The multidimensional project lets model developers use the multidimensional modeling experience along with MDX and MOLAP/ROLAP (this is what existing UDM projects get upgraded to).  The tabular project lets model developers use the tabular modeling experience along with DAX and VertiPaq/DirectQuery.  It is important to note that these restrictions in the two projects are not rigid or permanent; they could very well change in future releases based on customer requirements.  For example, we could offer model developers VertiPaq as a storage option for multidimensional projects or MDX scripts for tabular projects. Another limitation in the upcoming CTP release is that models built using the multidimensional project will not support DAX queries (and thereby Crescent, which uses DAX to retrieve data from the model). We recognize that removing this restriction is very important for customers with existing Analysis Services solutions to be able to upgrade to SQL Server “Denali” and leverage Crescent. The product team is actively working on it and is committed to making this functionality available to customers.

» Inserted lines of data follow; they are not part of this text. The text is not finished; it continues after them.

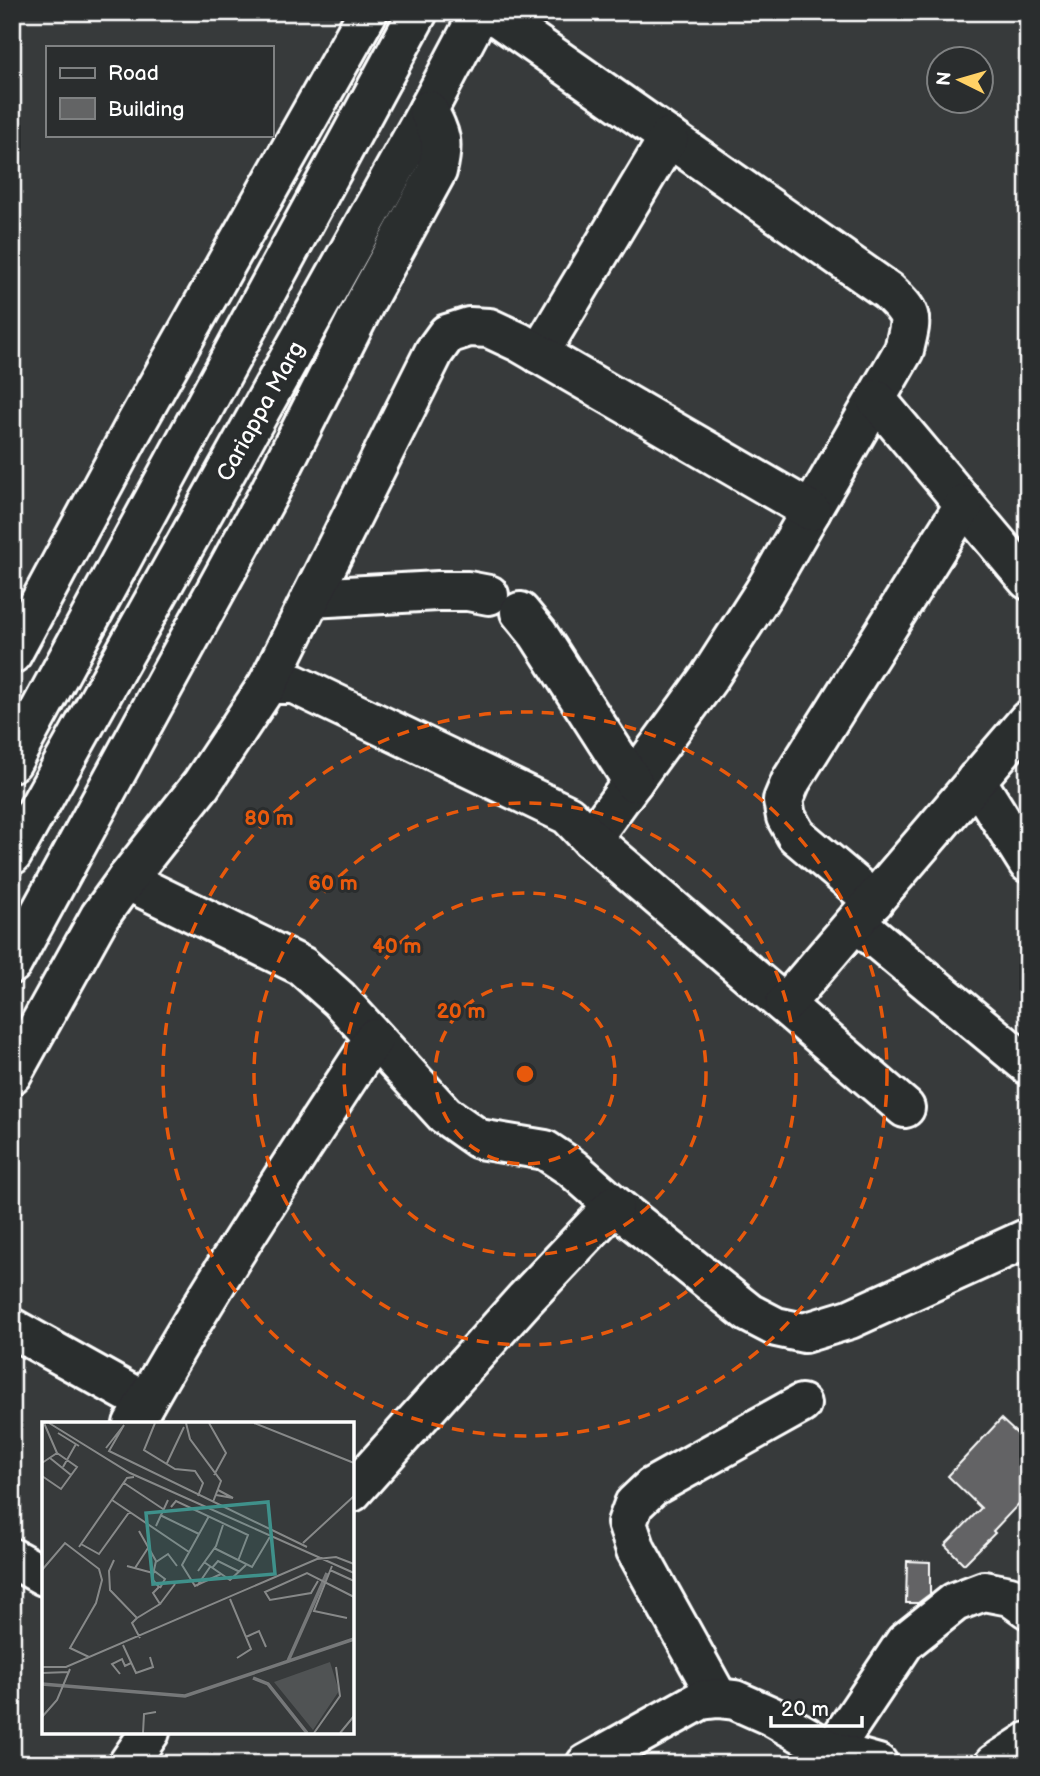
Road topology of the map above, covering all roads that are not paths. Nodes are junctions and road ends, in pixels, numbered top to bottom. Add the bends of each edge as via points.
1 (368, 12) edge
2 (418, 12) edge
3 (480, 12) edge
4 (491, 12) edge
5 (428, 110) junction
6 (669, 137) junction
7 (539, 354) junction
8 (876, 399) junction
9 (964, 505) junction
10 (811, 511) junction
11 (1028, 580) edge
12 (311, 598) junction
13 (12, 654) edge
14 (268, 684) junction
15 (1028, 720) edge
16 (12, 762) edge
17 (976, 780) junction
18 (632, 782) junction
19 (591, 839) junction
20 (12, 855) edge
21 (1028, 863) edge
22 (126, 880) junction
23 (865, 911) junction
24 (12, 964) edge
25 (785, 1004) junction
26 (374, 1038) junction
27 (1028, 1065) edge
28 (12, 1074) edge
29 (905, 1108) dead end
30 (614, 1205) junction
31 (1028, 1238) edge
32 (12, 1328) edge
33 (801, 1404) dead end
34 (139, 1413) edge
35 (354, 1490) edge
36 (12, 1558) edge
37 (42, 1575) edge
38 (1028, 1609) edge
39 (718, 1698) junction
40 (149, 1734) edge
41 (1028, 1742) edge
42 (832, 1751) junction
43 (875, 1763) edge
44 (128, 1764) edge
45 (586, 1764) edge
46 (994, 1764) edge

1 - 13 main road
2 - 16 main road
3 - 5 main road, Cariappa Marg
4 - 6 main road
5 - 20 main road, Cariappa Marg
5 - 24 main road via 442,149 437,171 270,491
6 - 7 main road
6 - 8 main road via 888,290 905,308 910,322 904,351
7 - 10 main road
7 - 12 main road via 489,328 469,327 447,334
8 - 9 main road
8 - 10 main road
9 - 11 main road
9 - 23 main road via 790,781 783,800 796,835
10 - 18 main road via 710,676
12 - 14 main road
12 - 18 main road via 468,591 505,604 538,634
14 - 19 main road via 284,707 557,833
14 - 22 main road via 201,785
15 - 17 main road
17 - 21 main road
17 - 23 main road
18 - 19 main road
19 - 25 main road
22 - 26 main road via 302,967
22 - 28 main road via 100,916
23 - 25 main road
23 - 27 main road
25 - 29 main road
26 - 30 main road via 445,1115 479,1139 545,1150
26 - 34 main road via 244,1237
30 - 31 main road via 748,1313 776,1327 804,1333 850,1319
30 - 35 main road
32 - 34 main road
33 - 39 main road via 652,1487 634,1504 627,1523 636,1550
36 - 37 main road
38 - 42 main road via 1010,1596 984,1591 956,1602 905,1642
39 - 42 main road via 735,1700 771,1716
39 - 45 main road via 701,1700
40 - 44 main road
41 - 46 main road
42 - 43 main road

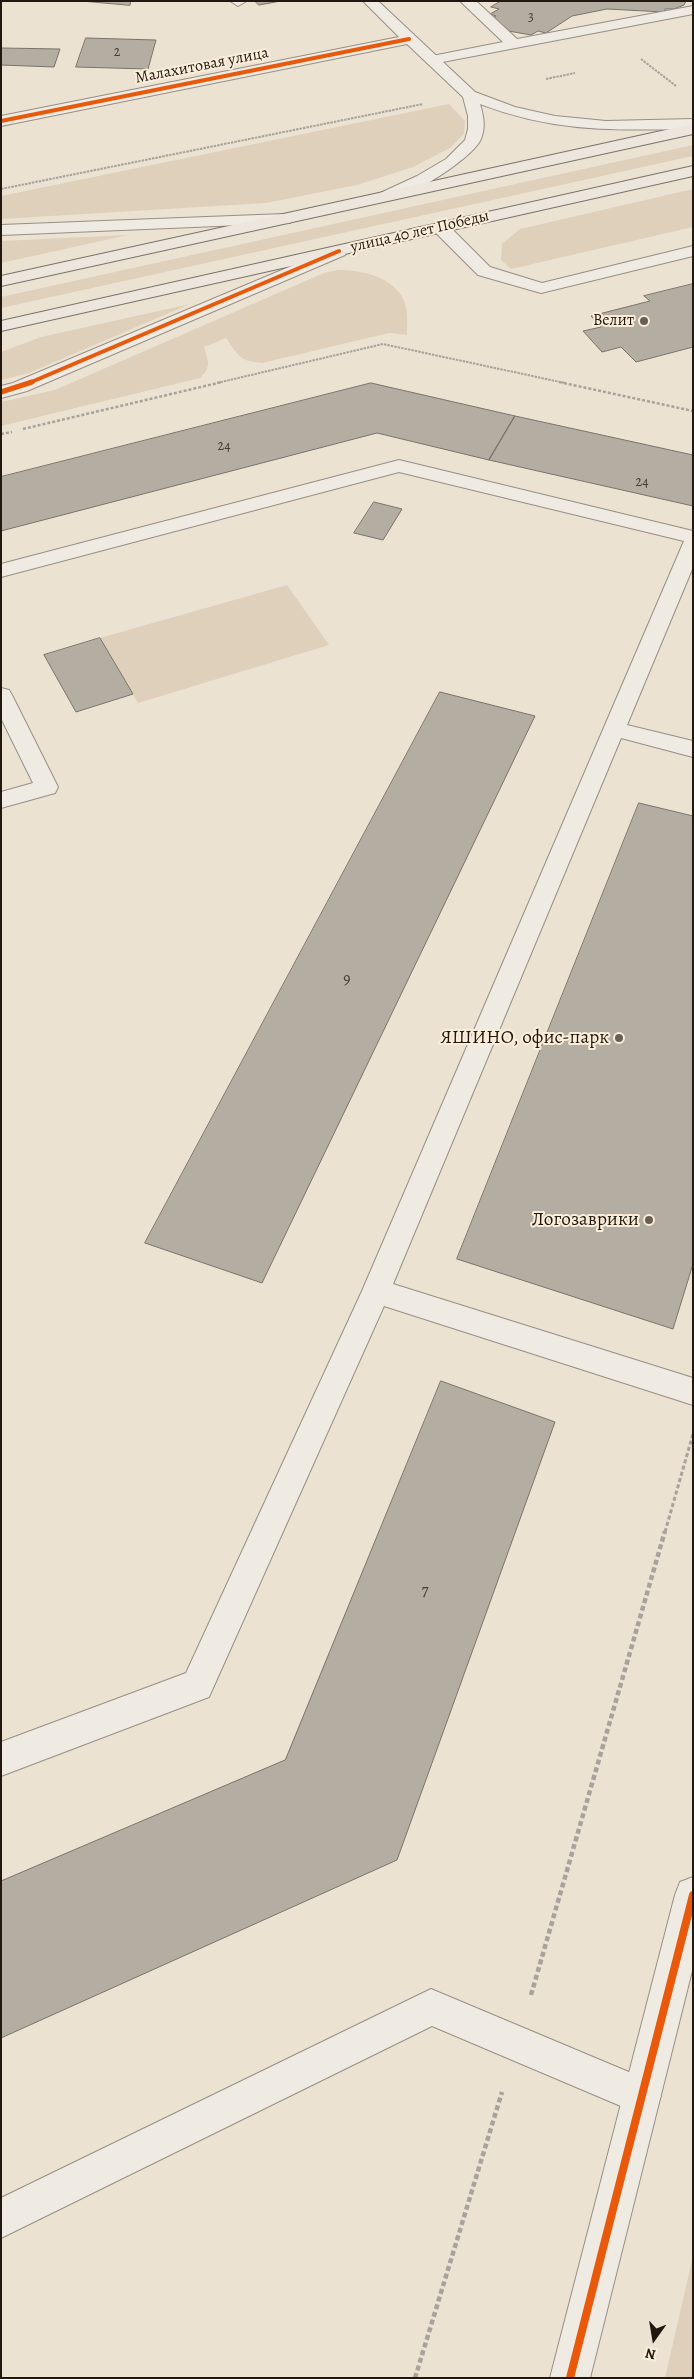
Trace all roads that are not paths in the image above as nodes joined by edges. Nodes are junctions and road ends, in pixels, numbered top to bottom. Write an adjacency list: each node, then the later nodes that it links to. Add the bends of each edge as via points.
1 (370, 1): 4 (street)
2 (467, 1): 5 (street)
3 (693, 10): 5 (street)
4 (409, 39): 6 (street); 8 (street, Малахитовая улица)
5 (514, 44): 6 (street)
6 (432, 60): 7 (street)
7 (470, 95): 9 (street, via 510,110 555,121 606,126); 12 (street, via 476,130 470,145 447,165)
8 (1, 121)
9 (693, 124)
10 (693, 129): 12 (main road)
11 (693, 171): 14 (main road, улица 40 лет Победы)
12 (382, 198): 13 (main road)
13 (284, 219): 15 (street); 18 (main road)
14 (441, 228): 16 (main road, улица 40 лет Победы); 17 (street, via 484,271 540,288)
15 (1, 230)
16 (339, 251): 19 (main road, улица 40 лет Победы); 20 (street, via 20,387)
17 (693, 252)
18 (1, 281)
19 (1, 326)
20 (1, 392)
21 (693, 537): 23 (street, via 399,466)
22 (693, 542): 25 (street)
23 (1, 571)
24 (1, 695): 27 (street, via 46,787)
25 (614, 729): 26 (street); 28 (street)
26 (693, 749)
27 (1, 800)
28 (376, 1291): 29 (street); 30 (street, via 197,1685)
29 (693, 1392)
30 (1, 1759)
31 (693, 1895): 32 (street)
32 (642, 2096): 33 (street, via 431,2006); 34 (street)
33 (1, 2218)
34 (570, 2378)

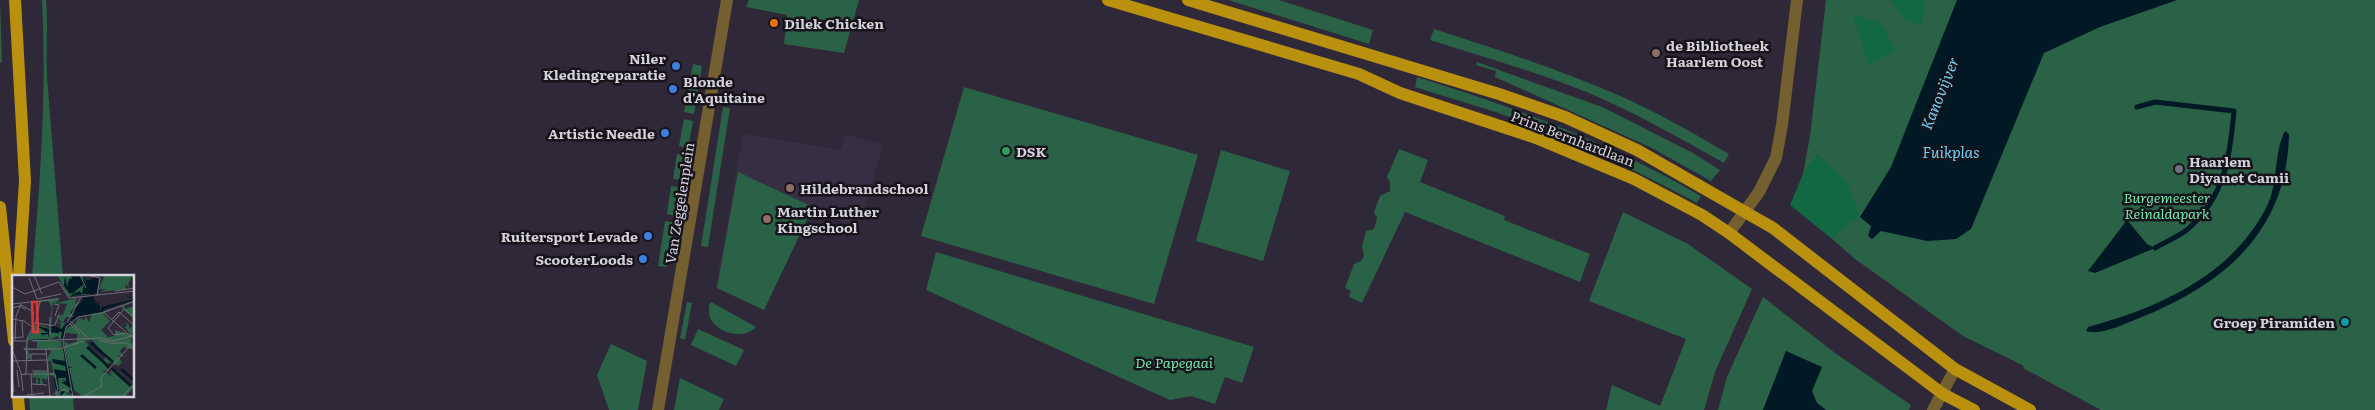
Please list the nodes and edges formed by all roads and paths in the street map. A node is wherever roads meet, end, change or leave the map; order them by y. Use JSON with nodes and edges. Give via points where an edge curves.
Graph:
{"nodes":[{"id":1,"x":15,"y":0,"type":"edge"},
{"id":2,"x":727,"y":0,"type":"edge"},
{"id":3,"x":1108,"y":0,"type":"edge"},
{"id":4,"x":1188,"y":0,"type":"edge"},
{"id":5,"x":1797,"y":0,"type":"edge"},
{"id":6,"x":0,"y":207,"type":"edge"},
{"id":7,"x":1744,"y":211,"type":"junction"},
{"id":8,"x":1729,"y":233,"type":"junction"},
{"id":9,"x":18,"y":275,"type":"edge"},
{"id":10,"x":12,"y":322,"type":"edge"},
{"id":11,"x":1955,"y":369,"type":"junction"},
{"id":12,"x":1943,"y":394,"type":"junction"},
{"id":13,"x":658,"y":410,"type":"edge"},
{"id":14,"x":1933,"y":410,"type":"edge"},
{"id":15,"x":1974,"y":410,"type":"edge"},
{"id":16,"x":2030,"y":410,"type":"edge"}],
"edges":[{"from":1,"to":9,"type":"main road","via":[[25,181]]},
{"from":2,"to":13,"type":"street","name":"Van Zeggelenplein"},
{"from":3,"to":8,"type":"main road","name":"Prins Bernhardlaan","via":[[1359,74],[1400,93],[1536,138],[1634,179]]},
{"from":4,"to":7,"type":"main road","name":"Prins Bernhardlaan","via":[[1419,68],[1565,117],[1637,150]]},
{"from":5,"to":7,"type":"street","via":[[1776,158]]},
{"from":6,"to":10,"type":"main road"},
{"from":7,"to":8,"type":"street"},
{"from":7,"to":11,"type":"main road","name":"Prins Bernhardlaan","via":[[1773,228]]},
{"from":8,"to":12,"type":"main road","name":"Prins Bernhardlaan"},
{"from":11,"to":12,"type":"street"},
{"from":11,"to":16,"type":"main road","name":"Prins Bernhardlaan"},
{"from":12,"to":14,"type":"street"},
{"from":12,"to":15,"type":"main road","name":"Prins Bernhardlaan"}]}
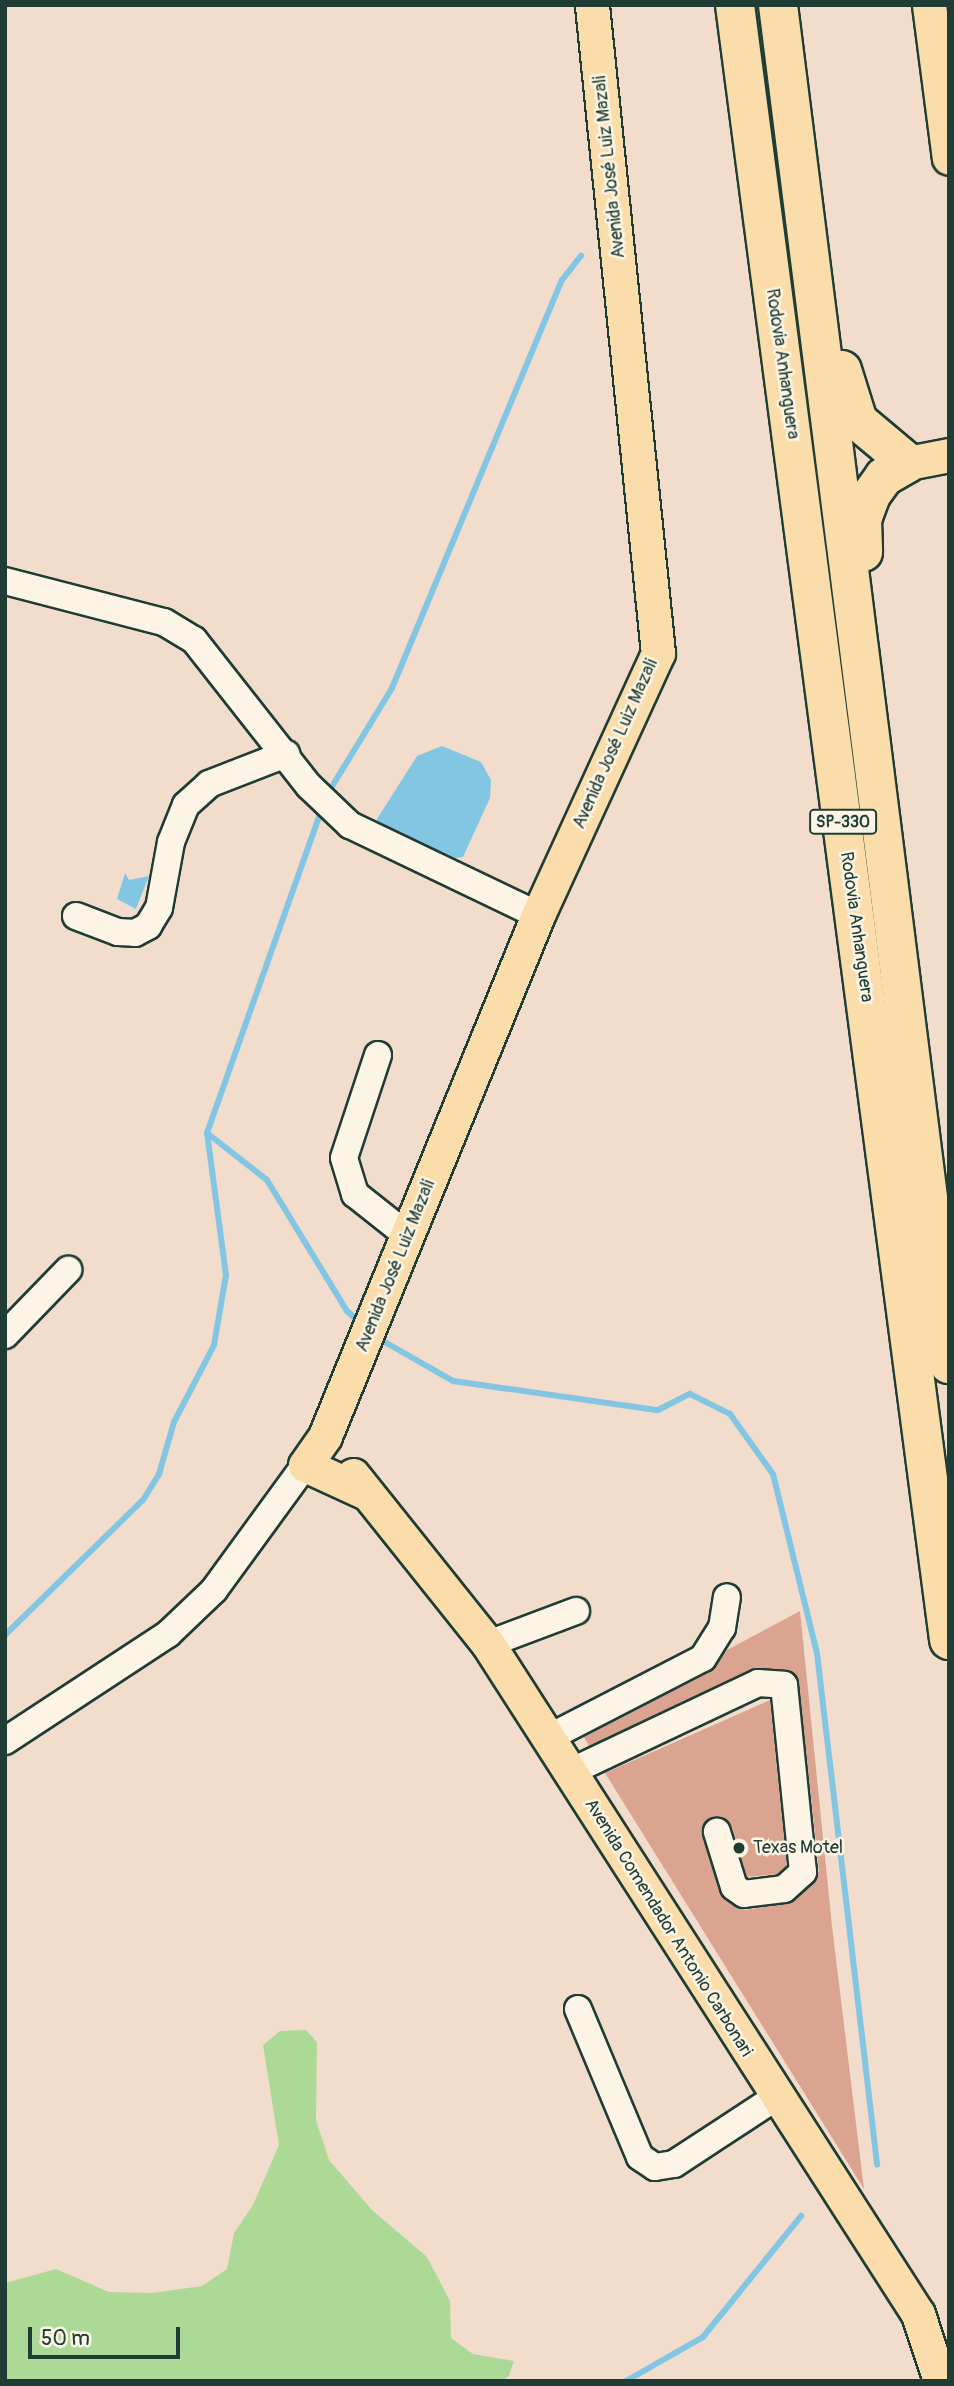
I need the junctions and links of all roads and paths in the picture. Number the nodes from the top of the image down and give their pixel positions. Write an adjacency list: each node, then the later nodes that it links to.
1 (592, 5): 12 (main road, Avenida José Luiz Mazali)
2 (735, 5): 24 (highway, Rodovia Anhanguera / SP-330)
3 (778, 5): 6 (highway, SP-330)
4 (929, 5): 5 (main road)
5 (949, 158)
6 (801, 187): 8 (highway); 10 (highway, SP-330)
7 (949, 455): 8 (main road)
8 (908, 463): 10 (highway)
9 (5, 581): 11 (street)
10 (865, 687): 18 (highway, SP-330)
11 (286, 754): 12 (street); 13 (street)
12 (538, 915): 15 (main road, Avenida José Luiz Mazali)
13 (76, 916)
14 (378, 1055): 15 (street)
15 (408, 1236): 19 (main road, Avenida José Luiz Mazali)
16 (68, 1270): 17 (street)
17 (5, 1335)
18 (949, 1364)
19 (325, 1436): 20 (main road, Avenida José Luiz Mazali); 21 (main road, Avenida Comendador Antonio Carbonari)
20 (305, 1465): 21 (main road, Avenida Comendador Antonio Carbonari); 27 (street)
21 (366, 1493): 25 (main road, Avenida Comendador Antonio Carbonari)
22 (727, 1597): 26 (street)
23 (576, 1611): 25 (street)
24 (949, 1640)
25 (488, 1644): 26 (main road, Avenida Comendador Antonio Carbonari)
26 (548, 1738): 28 (main road, Avenida Comendador Antonio Carbonari)
27 (5, 1741)
28 (570, 1772): 29 (street); 31 (main road, Avenida Comendador Antonio Carbonari)
29 (717, 1832)
30 (578, 2009): 31 (street)
31 (775, 2098): 32 (main road, Avenida Comendador Antonio Carbonari)
32 (940, 2381)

This is the important section of the post, and it addresses my two main complaints from last year. The first is that the multidimensional way of modelling should not be jettisoned because it has inherent advantages for certain types of BI application, such as financial applications with complex calculations. Let me be clear: I’m not talking about the underlying technology here (I couldn’t care less if MOLAP storage disappeared tomorrow and was replaced by Vertipaq if it meant my queries ran faster), but the basic concept of modelling data as cubes, dimensions and hierarchies instead of as a series of tables and relationships. The tabular way of modelling data has many advantages of its own of course, and in the long run I think that for something like 30% of BI projects the tabular model will be the correct choice, for 10% the multidimensional model will be the correct choice and for the remaining 60% either will work just as well. The point is, though, that we will have a choice between two different but equally valuable ways of modelling data and that by committing to the delivery of new functionality in the multidimensional model in the future, choosing to use it today on a project no longer looks like a bet on a defunct technology.

My second complaint was that there was that there was no good migration roadmap for existing customers who have invested heavily in SSAS over the last few years, beyond telling them to redevelop their applications from scratch in the tabular model. As I said in the previous paragraph it’s now clear that there will be no need to redevelop using the tabular model in the long term if there’s no desire to do so because, even if there’s not much new for them in the Denali release, there will be new functionality coming at some point as the technologies underpinning the two models come closer together. For example, now we know that we will one day have DAX support for the multidimensional model, we know that people will be able to use Crescent on top of their existing cubes just by upgrading them and without completely redeveloping them. The cool new stuff will not be restricted to users of the tabular model.

Overall, then, I’m very happy with what’s been said. I’ve been working with Analysis Services since the very beginning, when it was OLAP Services, and I’m now getting ready to learn BISM and prepare for the future – a future that looks a lot brighter to me now. Bring on the next CTP of Denali!